Adding insult to injury, WRPS placed its own general counsel—a person with no auditing experience—at the head of its Internal Audit Department for the first three years of the contract. This move, while known in structure to the DOE, concealed the deeper dysfunction: the general counsel allegedly ran daily audit operations and actively avoided meaningful scrutiny of the timecard fraud. Internal oversight was not just weak—it was weaponized to conceal wrongdoing.

The prior DOE contractor, CH2M Hill Hanford Group Inc. (CHG), had already admitted criminal conspiracy with employees to submit false time cards from 1999 to 2008. With that history, WRPS’s failure to institute basic controls wasn’t just negligent—it was reckless. The DOJ made clear: continuing the same flawed system while ignoring red flags amounted to knowing complicity in financial fraud against the federal government.

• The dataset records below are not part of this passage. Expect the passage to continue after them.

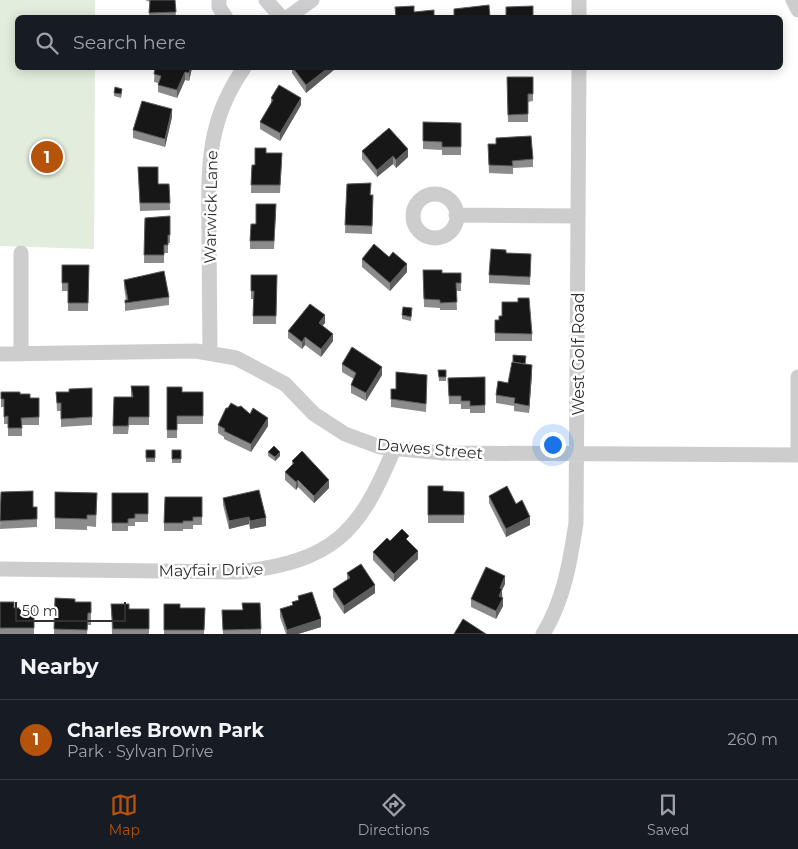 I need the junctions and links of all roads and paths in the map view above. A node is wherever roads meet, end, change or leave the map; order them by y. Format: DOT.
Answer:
graph roads {
  1 [pos="219,0"];
  2 [pos="266,0"];
  3 [pos="312,0"];
  4 [pos="579,0"];
  5 [pos="793,0"];
  6 [pos="798,10"];
  7 [pos="224,15"];
  8 [pos="279,15"];
  9 [pos="290,15"];
  10 [pos="579,15"];
  11 [pos="243,70"];
  12 [pos="579,70"];
  13 [pos="456,215"];
  14 [pos="578,216"];
  15 [pos="21,252"];
  16 [pos="210,353"];
  17 [pos="0,354"];
  18 [pos="21,354"];
  19 [pos="798,377"];
  20 [pos="394,449"];
  21 [pos="798,454"];
  22 [pos="578,455"];
  23 [pos="0,569"];
  24 [pos="543,634"];
  1 -- 7 [label="street"];
  2 -- 8 [label="street"];
  3 -- 9 [label="street"];
  4 -- 10 [label="street"];
  5 -- 6 [label="street"];
  11 -- 16 [label="street, Warwick Lane"];
  12 -- 14 [label="street, West Golf Road"];
  13 -- 14 [label="street"];
  14 -- 22 [label="street, West Golf Road"];
  15 -- 18 [label="street"];
  16 -- 18 [label="street, Dawes Street"];
  16 -- 20 [label="street, Dawes Street"];
  17 -- 18 [label="street, Dawes Street"];
  19 -- 21 [label="street"];
  20 -- 22 [label="street, Dawes Street"];
  20 -- 23 [label="street, Mayfair Drive"];
  21 -- 22 [label="street, Dawes Street"];
  22 -- 24 [label="street, West Golf Road"];
}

Only after DOE uncovered the full extent of WRPS’s internal audit failures did the agency force leadership changes, mandating the removal of the general counsel from audit oversight and the hiring of a qualified audit manager. The $5.275 million settlement resolves the civil claims but leaves no doubt: at Hanford, timecard fraud didn’t stop in 2008. It was enabled—and allowed to thrive—under WRPS’s watch.